At 6:15 I had seen more deer and almost as many eagles as I had olives and isos.  Saw three trout free rise and four trout that came to my fly. The only one that ate was a 15 inch hatchery fish that was one of the three trout I had seen rise.  There were simply no bugs or rising fish anywhere I went.  Stops included BR, WB, EB, and BK.  Simply stated, I was working my tail off and neither the bugs nor the fish were doing their part.

With my tail between my legs I headed back to camp. Stopped at Junction Pool just for a look (I know, you say, "This is where the SOB  walks into a river full of ravenous trout and kills it").  No, there were three cars in the parking lot and the fog was so thick that I couldn't see the river, let alone where the fishermen were.  I left.
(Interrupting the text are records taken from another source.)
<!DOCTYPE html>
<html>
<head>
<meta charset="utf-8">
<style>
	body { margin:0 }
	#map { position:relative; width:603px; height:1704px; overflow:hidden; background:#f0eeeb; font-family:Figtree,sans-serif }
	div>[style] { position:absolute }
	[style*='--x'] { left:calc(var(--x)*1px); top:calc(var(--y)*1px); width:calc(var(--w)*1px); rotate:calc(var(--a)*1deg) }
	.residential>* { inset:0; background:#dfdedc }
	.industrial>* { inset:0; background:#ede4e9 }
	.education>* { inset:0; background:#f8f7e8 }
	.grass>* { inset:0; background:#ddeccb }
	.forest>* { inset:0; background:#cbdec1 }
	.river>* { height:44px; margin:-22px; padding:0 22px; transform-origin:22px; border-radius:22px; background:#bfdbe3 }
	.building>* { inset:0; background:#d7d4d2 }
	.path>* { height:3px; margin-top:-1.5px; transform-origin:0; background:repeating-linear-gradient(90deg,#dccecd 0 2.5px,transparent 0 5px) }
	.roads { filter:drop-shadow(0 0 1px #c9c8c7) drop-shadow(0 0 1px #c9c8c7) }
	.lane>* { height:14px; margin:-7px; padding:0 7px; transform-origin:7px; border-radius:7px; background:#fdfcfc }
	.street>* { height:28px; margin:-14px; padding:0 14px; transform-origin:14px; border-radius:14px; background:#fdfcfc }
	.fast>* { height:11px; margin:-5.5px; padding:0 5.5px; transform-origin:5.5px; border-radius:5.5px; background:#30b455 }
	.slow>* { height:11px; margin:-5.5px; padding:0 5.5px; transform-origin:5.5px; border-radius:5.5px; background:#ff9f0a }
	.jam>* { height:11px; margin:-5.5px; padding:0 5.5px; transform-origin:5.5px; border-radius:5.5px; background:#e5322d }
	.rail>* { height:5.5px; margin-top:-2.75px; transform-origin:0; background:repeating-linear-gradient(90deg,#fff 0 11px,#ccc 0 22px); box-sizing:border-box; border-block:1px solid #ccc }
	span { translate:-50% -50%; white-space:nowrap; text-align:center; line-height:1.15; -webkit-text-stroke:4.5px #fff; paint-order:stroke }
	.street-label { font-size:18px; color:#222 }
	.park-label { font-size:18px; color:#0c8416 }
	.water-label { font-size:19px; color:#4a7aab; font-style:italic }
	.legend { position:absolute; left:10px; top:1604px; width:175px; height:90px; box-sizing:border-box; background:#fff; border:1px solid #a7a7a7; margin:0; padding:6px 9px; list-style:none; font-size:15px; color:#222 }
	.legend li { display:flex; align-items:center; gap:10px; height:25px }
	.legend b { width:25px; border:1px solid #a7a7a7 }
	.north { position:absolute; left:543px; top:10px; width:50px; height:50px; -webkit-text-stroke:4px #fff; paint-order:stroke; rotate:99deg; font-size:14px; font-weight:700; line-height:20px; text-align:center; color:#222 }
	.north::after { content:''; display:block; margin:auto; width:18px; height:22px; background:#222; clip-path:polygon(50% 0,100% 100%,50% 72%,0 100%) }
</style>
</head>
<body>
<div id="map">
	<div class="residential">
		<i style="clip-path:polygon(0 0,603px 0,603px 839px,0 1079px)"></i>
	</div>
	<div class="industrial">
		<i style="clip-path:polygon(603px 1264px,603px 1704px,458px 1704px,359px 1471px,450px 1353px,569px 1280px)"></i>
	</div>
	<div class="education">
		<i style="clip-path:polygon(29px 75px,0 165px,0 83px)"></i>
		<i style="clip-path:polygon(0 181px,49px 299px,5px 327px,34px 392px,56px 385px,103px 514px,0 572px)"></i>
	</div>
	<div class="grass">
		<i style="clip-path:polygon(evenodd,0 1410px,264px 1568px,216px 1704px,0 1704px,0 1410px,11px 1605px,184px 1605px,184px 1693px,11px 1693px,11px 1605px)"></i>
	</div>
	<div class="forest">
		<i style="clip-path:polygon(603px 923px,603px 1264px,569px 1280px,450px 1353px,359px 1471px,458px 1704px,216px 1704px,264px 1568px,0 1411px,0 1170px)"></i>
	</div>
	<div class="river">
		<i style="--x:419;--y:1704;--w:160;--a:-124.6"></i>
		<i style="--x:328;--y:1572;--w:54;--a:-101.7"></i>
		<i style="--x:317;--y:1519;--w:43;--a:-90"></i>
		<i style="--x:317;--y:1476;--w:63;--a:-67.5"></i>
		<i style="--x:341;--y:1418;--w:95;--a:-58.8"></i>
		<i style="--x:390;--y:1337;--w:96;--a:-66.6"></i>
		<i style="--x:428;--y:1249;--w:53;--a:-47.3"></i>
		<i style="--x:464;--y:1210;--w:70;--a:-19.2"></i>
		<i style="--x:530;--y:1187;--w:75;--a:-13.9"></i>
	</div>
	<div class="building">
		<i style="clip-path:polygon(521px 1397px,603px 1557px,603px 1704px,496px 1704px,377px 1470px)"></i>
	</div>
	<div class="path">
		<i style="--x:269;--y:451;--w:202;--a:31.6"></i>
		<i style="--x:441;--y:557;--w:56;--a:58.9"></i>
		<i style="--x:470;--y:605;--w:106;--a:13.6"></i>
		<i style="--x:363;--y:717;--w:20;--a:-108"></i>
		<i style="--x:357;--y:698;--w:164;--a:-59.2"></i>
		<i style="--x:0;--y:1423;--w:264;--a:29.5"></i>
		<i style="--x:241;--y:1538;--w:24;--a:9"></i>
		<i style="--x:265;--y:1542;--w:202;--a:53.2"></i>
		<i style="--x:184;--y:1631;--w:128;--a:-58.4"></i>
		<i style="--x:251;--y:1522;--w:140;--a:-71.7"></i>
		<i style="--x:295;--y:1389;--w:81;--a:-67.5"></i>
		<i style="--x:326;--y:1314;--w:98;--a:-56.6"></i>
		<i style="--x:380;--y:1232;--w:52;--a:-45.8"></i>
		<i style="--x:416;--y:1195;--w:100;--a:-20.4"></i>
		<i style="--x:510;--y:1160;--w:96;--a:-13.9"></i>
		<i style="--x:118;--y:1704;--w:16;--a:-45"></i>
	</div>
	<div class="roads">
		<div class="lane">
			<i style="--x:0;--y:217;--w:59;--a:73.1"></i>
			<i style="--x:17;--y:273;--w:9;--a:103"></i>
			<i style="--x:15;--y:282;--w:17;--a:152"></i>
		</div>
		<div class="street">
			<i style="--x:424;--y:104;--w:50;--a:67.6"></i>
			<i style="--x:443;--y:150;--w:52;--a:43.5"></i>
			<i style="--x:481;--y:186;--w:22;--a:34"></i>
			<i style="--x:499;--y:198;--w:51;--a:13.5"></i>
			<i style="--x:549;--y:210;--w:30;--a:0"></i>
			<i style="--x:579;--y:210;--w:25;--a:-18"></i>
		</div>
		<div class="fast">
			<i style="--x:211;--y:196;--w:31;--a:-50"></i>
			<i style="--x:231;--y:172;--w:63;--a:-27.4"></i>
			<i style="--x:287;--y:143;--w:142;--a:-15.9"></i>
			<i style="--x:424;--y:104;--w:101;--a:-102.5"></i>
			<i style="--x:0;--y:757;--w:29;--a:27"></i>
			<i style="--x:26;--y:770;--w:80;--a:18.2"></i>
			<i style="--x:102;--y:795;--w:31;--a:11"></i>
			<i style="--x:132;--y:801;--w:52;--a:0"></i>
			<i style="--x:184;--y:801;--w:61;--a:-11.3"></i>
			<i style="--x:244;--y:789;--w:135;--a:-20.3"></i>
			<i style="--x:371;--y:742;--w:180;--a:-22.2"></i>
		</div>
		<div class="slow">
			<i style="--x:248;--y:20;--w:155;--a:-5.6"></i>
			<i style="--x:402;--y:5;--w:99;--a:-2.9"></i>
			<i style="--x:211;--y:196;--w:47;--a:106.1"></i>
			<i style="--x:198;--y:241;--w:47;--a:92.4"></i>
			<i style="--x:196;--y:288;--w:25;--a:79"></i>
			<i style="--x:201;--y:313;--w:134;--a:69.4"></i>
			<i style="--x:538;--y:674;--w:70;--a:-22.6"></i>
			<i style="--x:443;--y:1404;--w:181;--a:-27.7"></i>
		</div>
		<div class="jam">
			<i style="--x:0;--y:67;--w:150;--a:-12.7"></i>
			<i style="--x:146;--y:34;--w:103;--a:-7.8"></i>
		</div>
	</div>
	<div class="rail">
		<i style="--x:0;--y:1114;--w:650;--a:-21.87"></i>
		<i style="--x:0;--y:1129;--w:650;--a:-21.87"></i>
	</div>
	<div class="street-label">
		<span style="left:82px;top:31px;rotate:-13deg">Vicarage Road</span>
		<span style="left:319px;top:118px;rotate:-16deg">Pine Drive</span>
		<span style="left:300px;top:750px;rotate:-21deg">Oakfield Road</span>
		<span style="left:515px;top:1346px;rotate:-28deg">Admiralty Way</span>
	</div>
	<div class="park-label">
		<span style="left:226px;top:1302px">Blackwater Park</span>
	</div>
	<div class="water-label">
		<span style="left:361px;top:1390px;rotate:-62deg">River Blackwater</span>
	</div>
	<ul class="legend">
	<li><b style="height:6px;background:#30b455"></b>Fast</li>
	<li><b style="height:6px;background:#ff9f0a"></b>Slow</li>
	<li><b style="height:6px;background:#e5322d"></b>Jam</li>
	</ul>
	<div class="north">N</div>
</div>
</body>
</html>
It was 6:30 when I found a river where I could see the water through the fog. It's raining and getting darker by the minute.  Waded out with the raincoat under the vest (you know the routine) but when it started to pour,  I said at least keep your vest dry and waded back to shore and put the damp vest under the raincoat. Waded back out into a moderately heavy rain and saw some Ephrons trying to stay airborne, put one on and made several casts towards the "black water" side so I could at least see the fly, and lo an angel came in the form of a brilliantly colored 19 inch rainbow and ate my fly. (If that's not a run on sentence there will never be one, Mrs. Haskins forgive me for what I've done).